William Boockvor, 66, was charged yesterday with one count of conspiracy to commit wire fraud and helping Rothstein’s scheme by preparing false documents purportedly from TD Bank, where Rothstein’s firm held about 38 trust accounts, prosecutors said in a statement.
The statements were used to convince investors that Rothstein’s law firm was holding money in trust when in fact the money was being spent on his lavish lifestyle and political and charitable contributions. Boockvor worked for the firm doing a variety of administrative tasks, according to prosecutors.
Marybeth Feiss, 42, one of Rothstein’s administrative assistants, was charged with violating federal election campaign laws and conspiring to defraud the U.S. by helping to bundle more than $1 million in contributions to the presidential campaign of U.S. Senator John McCain, the Arizona Republican.
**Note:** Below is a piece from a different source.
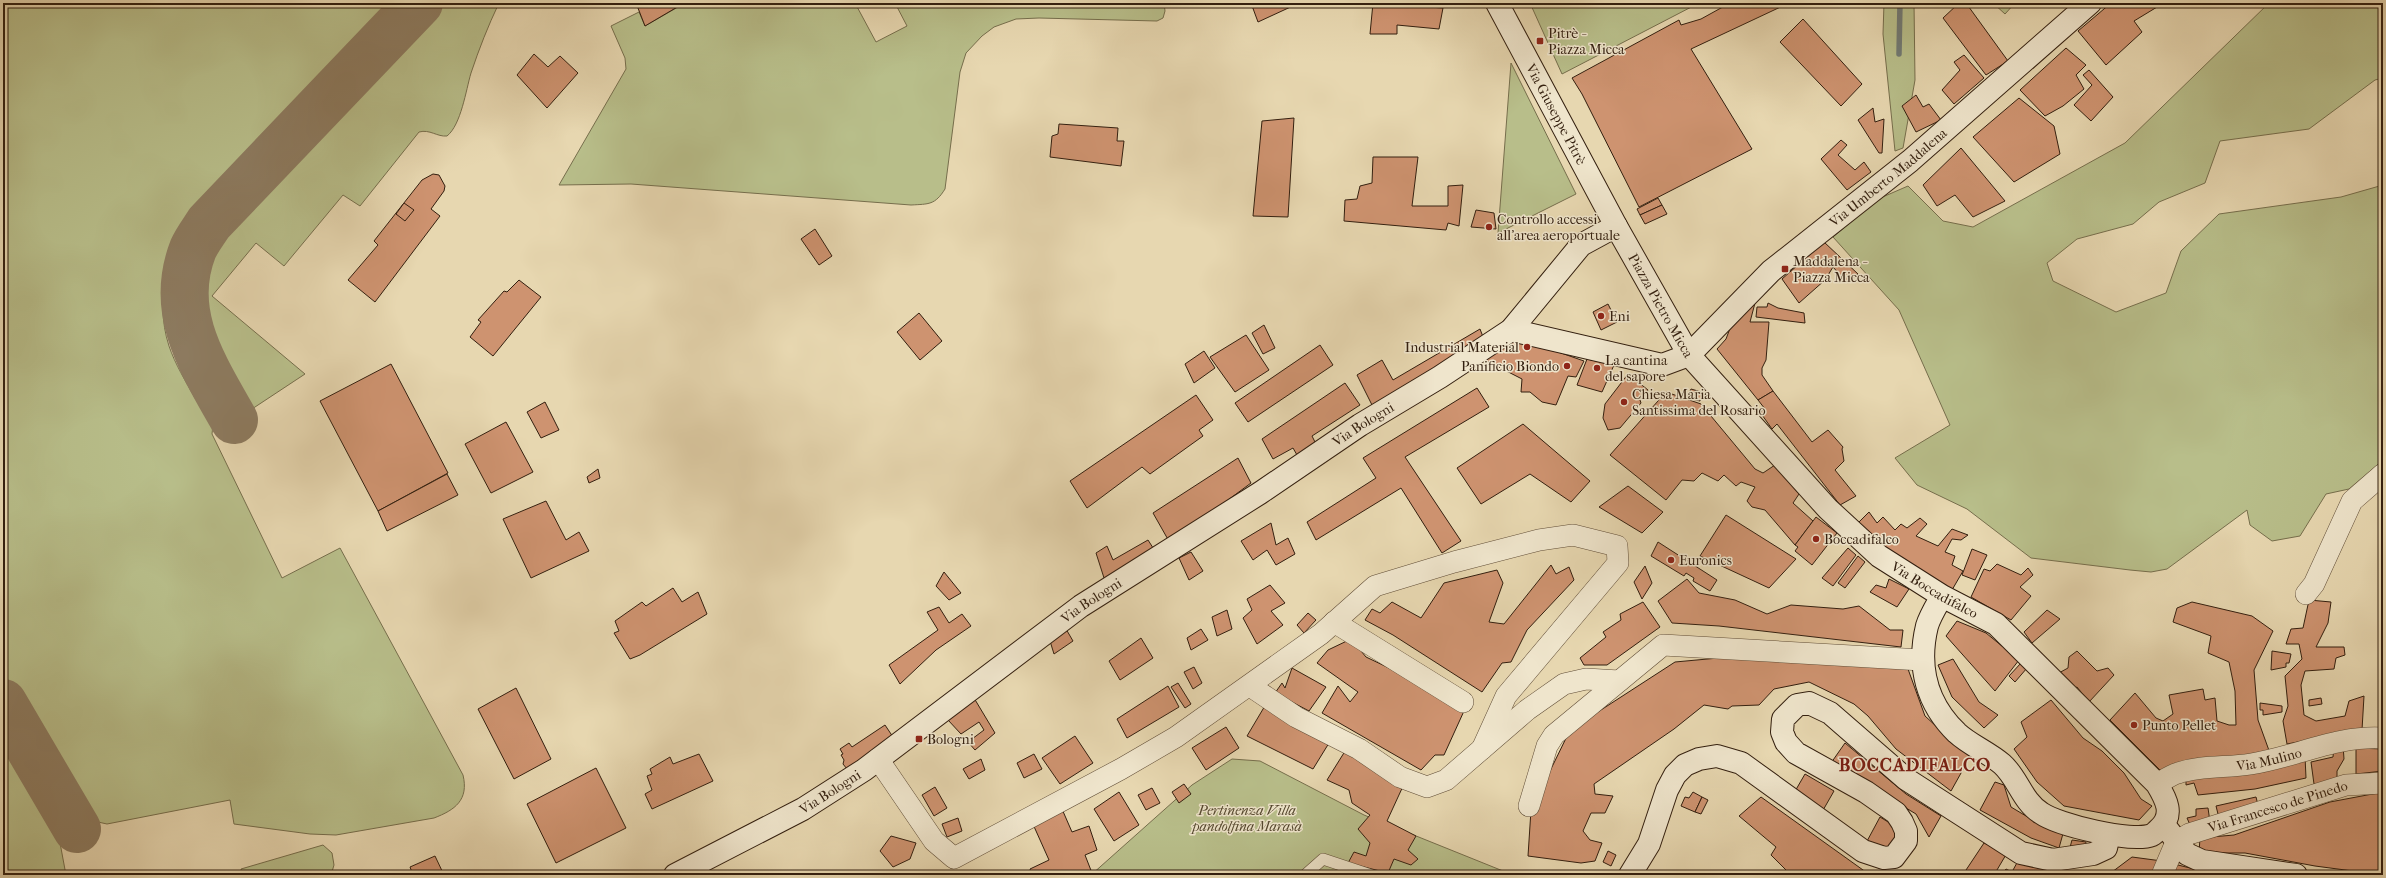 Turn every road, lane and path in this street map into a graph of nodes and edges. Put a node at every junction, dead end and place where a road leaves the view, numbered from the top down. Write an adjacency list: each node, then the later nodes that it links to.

The government said Feiss organized political fundraisers where contributions were solicited for McCain’s campaign. The law firm allegedly reimbursed its associates and employees for their contributions, disguising those payments as bonuses or expense reimbursements.
Feiss, reached at home, declined to comment on the charges. No attorney was listed in federal records for Boockvor, and he couldn’t immediately be reached for comment.
Boockvor used unidentified co-conspirators who worked for TD Bank to convince potential investors that the bank statements were legitimate, the government said.
The latest cases bring to eight the number of people charged in the scheme. “We are not done yet,” U.S. Attorney Wifredo A. Ferrer in Miami said yesterday in a statement.
The cases are U.S. v. Boockvor, 0:11-cr-60281, and U.S. v. Feiss, 0:11-cr-60282, U.S. District Court, Southern District of Florida (Fort Lauderdale).